Cindy McCain pressed her face against the flag-draped casket of her husband, U.S. Sen. John McCain, on Wednesday and several of his children sobbed during the first of two services for the statesman and former prisoner of war before he is taken for the last time from the state he has represented since the 1980s. The private service at the Arizona Capitol marked the first appearance of McCain’s family members since the senator died Saturday of brain cancer. It also began two days of official mourning in McCain’s adopted state before his body is taken to Washington for his burial.
During the service, Gov. Doug Ducey remembered McCain as a senator and internationally known figure as well as a major figure in the history of Arizona. While Barry Goldwater was an Arizona native, McCain was “Arizona’s favorite adopted son,” the governor said on what would have been the 82nd birthday of McCain, who was born in the Panama Canal Zone while his father served in the military.
“Imagining an Arizona without John McCain is like picturing Arizona without the Grand Canyon,” Ducey said.

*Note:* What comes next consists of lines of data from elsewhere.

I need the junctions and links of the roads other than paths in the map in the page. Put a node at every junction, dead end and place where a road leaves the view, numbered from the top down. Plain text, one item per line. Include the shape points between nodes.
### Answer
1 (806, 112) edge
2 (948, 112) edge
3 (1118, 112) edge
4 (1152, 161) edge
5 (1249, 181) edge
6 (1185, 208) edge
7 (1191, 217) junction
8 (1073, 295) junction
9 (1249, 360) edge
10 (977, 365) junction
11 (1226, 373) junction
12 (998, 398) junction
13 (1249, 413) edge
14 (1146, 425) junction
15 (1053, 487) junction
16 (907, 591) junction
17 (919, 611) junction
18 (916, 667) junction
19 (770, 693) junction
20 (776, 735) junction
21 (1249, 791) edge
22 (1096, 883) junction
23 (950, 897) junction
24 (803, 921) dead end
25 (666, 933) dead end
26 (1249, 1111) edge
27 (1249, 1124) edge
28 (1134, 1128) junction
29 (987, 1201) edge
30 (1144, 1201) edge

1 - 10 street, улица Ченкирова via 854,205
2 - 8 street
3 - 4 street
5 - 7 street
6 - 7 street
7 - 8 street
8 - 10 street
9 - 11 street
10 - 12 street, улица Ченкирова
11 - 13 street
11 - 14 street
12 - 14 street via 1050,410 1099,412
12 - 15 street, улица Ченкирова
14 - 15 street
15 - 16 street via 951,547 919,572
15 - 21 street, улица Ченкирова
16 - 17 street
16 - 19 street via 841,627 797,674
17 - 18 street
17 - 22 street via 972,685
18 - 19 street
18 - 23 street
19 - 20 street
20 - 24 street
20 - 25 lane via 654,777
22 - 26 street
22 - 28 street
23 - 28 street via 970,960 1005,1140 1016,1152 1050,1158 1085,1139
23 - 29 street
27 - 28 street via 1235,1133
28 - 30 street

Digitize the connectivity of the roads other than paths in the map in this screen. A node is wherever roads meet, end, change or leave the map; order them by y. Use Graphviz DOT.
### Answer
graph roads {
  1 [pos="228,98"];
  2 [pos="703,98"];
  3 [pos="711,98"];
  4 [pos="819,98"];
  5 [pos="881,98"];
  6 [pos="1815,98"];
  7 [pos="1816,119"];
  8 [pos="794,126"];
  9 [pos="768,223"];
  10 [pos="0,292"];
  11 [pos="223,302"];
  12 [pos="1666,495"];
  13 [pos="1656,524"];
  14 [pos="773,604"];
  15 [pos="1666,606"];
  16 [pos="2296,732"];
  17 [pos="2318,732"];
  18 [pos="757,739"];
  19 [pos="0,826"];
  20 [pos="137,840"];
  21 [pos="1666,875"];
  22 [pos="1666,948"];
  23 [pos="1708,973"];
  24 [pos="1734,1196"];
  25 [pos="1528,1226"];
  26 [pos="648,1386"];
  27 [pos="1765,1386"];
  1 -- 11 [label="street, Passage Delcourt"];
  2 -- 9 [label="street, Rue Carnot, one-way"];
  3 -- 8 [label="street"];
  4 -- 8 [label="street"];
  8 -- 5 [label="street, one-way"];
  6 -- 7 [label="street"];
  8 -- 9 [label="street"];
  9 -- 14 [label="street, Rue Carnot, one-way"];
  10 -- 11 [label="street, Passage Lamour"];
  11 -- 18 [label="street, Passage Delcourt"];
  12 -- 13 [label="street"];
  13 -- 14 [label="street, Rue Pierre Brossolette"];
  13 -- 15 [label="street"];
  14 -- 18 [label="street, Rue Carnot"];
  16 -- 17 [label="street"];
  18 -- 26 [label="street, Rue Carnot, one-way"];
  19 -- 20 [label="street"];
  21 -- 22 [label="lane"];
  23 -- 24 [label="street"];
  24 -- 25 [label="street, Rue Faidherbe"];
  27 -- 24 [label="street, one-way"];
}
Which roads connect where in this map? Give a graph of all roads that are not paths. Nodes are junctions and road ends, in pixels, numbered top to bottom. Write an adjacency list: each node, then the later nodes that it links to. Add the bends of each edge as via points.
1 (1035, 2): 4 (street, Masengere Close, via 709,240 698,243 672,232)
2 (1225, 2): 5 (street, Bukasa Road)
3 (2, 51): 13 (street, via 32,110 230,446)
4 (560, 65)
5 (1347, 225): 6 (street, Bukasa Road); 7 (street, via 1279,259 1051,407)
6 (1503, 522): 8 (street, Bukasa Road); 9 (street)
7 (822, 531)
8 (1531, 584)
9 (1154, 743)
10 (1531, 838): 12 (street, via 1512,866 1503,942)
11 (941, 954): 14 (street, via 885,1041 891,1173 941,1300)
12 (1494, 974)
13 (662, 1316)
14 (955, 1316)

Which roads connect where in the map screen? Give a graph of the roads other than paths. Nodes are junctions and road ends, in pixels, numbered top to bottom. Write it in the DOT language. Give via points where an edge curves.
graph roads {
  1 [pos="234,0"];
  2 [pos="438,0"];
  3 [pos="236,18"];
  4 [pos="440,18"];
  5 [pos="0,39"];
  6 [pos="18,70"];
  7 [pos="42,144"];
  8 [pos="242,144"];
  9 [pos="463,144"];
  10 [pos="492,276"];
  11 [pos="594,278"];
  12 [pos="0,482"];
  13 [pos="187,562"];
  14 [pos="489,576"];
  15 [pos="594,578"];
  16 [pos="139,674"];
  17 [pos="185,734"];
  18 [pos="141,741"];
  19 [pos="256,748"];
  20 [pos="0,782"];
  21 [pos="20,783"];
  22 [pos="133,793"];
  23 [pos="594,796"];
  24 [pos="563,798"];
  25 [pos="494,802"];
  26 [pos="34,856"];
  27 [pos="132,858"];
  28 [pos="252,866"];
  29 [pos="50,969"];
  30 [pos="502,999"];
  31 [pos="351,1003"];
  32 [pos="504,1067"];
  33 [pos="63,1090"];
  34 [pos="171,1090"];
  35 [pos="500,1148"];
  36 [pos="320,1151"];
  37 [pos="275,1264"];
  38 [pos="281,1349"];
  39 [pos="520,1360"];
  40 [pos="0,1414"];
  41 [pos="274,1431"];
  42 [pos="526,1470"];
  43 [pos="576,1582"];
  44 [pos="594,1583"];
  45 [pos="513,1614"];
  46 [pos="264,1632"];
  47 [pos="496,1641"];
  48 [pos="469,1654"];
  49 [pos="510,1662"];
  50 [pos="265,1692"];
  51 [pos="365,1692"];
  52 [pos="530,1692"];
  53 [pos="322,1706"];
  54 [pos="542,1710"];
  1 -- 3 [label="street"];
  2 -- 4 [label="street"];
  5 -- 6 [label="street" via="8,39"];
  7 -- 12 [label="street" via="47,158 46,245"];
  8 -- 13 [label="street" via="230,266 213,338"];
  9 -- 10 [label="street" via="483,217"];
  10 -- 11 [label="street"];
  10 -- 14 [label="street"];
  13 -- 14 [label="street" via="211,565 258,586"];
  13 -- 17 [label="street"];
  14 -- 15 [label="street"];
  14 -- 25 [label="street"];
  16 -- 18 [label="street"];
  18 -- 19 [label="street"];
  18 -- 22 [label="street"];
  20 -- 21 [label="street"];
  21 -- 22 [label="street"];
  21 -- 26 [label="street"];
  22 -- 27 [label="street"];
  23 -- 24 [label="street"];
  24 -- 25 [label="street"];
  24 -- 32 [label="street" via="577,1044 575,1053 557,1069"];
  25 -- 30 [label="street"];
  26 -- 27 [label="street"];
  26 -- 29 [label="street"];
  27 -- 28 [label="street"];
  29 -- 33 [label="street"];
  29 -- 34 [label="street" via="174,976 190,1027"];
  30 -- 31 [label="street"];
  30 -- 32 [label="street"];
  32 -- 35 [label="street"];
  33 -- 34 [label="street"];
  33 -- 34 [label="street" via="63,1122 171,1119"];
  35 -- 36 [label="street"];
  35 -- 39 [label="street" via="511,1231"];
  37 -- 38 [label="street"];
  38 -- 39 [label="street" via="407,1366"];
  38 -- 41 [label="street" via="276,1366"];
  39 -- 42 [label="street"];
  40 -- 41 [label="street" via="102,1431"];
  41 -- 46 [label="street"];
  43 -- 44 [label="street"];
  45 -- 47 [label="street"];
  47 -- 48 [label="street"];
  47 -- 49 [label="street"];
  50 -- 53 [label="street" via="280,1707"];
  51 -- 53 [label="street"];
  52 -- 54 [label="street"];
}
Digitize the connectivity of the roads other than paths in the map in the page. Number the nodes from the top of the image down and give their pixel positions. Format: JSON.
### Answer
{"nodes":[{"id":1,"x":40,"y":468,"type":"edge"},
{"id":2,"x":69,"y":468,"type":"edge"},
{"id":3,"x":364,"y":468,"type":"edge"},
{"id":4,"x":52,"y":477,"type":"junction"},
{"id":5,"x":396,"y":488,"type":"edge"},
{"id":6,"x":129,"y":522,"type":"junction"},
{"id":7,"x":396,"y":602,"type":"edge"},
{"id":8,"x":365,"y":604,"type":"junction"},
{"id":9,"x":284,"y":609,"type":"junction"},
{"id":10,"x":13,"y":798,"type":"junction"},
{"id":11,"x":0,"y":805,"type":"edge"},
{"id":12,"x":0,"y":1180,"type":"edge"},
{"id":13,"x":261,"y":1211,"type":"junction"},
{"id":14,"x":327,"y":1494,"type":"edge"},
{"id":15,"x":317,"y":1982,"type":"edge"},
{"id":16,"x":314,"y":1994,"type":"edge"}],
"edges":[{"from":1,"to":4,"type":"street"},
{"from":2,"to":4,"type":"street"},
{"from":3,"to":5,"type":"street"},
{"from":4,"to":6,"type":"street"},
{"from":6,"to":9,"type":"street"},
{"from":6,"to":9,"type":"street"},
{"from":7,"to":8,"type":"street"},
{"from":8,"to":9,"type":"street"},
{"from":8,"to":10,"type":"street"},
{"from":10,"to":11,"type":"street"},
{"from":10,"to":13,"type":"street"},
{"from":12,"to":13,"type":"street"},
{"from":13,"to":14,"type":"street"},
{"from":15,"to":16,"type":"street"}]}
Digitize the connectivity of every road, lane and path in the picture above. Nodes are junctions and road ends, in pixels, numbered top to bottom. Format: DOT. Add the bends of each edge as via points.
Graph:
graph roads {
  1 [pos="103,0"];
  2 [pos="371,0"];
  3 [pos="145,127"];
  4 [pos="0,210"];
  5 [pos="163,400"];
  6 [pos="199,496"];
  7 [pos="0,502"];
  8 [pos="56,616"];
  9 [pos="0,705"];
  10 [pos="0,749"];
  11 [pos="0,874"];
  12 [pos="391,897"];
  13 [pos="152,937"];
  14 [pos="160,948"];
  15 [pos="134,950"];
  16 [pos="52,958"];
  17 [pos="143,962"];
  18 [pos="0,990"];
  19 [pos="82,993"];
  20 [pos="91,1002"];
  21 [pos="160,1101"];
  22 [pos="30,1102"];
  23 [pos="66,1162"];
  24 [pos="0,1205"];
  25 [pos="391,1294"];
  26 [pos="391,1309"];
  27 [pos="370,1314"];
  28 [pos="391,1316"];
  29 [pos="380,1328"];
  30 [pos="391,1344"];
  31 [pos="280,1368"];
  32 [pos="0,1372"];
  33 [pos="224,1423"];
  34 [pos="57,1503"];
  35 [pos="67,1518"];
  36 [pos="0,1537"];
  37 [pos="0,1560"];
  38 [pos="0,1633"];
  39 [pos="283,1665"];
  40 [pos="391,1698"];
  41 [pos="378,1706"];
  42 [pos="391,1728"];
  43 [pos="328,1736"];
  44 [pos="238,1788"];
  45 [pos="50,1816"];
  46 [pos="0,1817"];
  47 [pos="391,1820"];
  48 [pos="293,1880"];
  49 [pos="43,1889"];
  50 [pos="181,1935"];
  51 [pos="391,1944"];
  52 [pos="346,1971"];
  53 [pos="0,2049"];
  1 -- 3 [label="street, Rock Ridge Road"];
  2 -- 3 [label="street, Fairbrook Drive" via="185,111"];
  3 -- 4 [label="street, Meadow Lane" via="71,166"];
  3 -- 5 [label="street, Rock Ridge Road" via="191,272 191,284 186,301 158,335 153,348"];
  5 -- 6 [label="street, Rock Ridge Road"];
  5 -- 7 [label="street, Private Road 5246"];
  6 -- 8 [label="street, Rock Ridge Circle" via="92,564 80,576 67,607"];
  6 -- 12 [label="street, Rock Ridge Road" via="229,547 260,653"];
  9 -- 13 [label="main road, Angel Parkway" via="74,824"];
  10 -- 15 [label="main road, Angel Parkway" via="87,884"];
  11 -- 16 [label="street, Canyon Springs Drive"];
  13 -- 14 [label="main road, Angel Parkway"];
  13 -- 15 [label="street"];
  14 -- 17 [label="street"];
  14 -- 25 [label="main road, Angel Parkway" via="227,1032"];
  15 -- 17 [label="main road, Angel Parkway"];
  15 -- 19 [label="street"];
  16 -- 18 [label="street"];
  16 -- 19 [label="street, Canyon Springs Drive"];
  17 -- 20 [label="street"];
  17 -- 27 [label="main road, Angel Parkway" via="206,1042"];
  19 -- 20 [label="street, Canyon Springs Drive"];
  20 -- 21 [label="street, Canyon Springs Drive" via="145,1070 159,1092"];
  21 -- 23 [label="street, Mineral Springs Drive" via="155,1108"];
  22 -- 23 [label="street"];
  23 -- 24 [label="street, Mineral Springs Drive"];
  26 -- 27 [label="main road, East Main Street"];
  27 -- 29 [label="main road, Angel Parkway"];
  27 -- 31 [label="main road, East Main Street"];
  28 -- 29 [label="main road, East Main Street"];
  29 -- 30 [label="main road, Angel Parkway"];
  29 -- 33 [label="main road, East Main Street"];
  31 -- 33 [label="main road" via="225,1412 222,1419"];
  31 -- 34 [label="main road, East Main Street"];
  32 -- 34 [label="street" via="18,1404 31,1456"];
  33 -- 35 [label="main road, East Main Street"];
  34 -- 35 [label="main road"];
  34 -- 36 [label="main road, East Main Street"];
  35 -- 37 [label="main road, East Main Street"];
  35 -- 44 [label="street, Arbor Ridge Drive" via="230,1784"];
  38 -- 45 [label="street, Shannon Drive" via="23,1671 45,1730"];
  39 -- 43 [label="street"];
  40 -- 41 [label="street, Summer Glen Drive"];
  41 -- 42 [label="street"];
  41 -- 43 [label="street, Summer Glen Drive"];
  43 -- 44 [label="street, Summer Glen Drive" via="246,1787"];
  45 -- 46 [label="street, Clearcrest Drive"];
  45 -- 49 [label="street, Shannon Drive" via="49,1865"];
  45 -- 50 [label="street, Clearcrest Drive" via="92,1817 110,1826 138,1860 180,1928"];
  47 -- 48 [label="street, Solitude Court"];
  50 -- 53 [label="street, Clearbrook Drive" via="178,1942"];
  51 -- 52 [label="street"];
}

Former Arizona Sen. Jon Kyl said he has been with McCain all around the world and he had better instincts on when to assert U.S. power than anyone else he knew. Kyl said he would miss McCain, whose greatest contribution was national security.
“I will miss him as a friend, and a strong force for America, and the world,” Kyle said. Sen.
Jeff Flake offered the benediction at the service. Later in the afternoon, the Capitol will be opened to the public to pay their respects. Arizona National Guard members carried the casket into the Arizona State Capitol Museum rotunda, where McCain will lie in state. Black curtains hung in the rotunda. U.S. and Arizona flags encircled the room.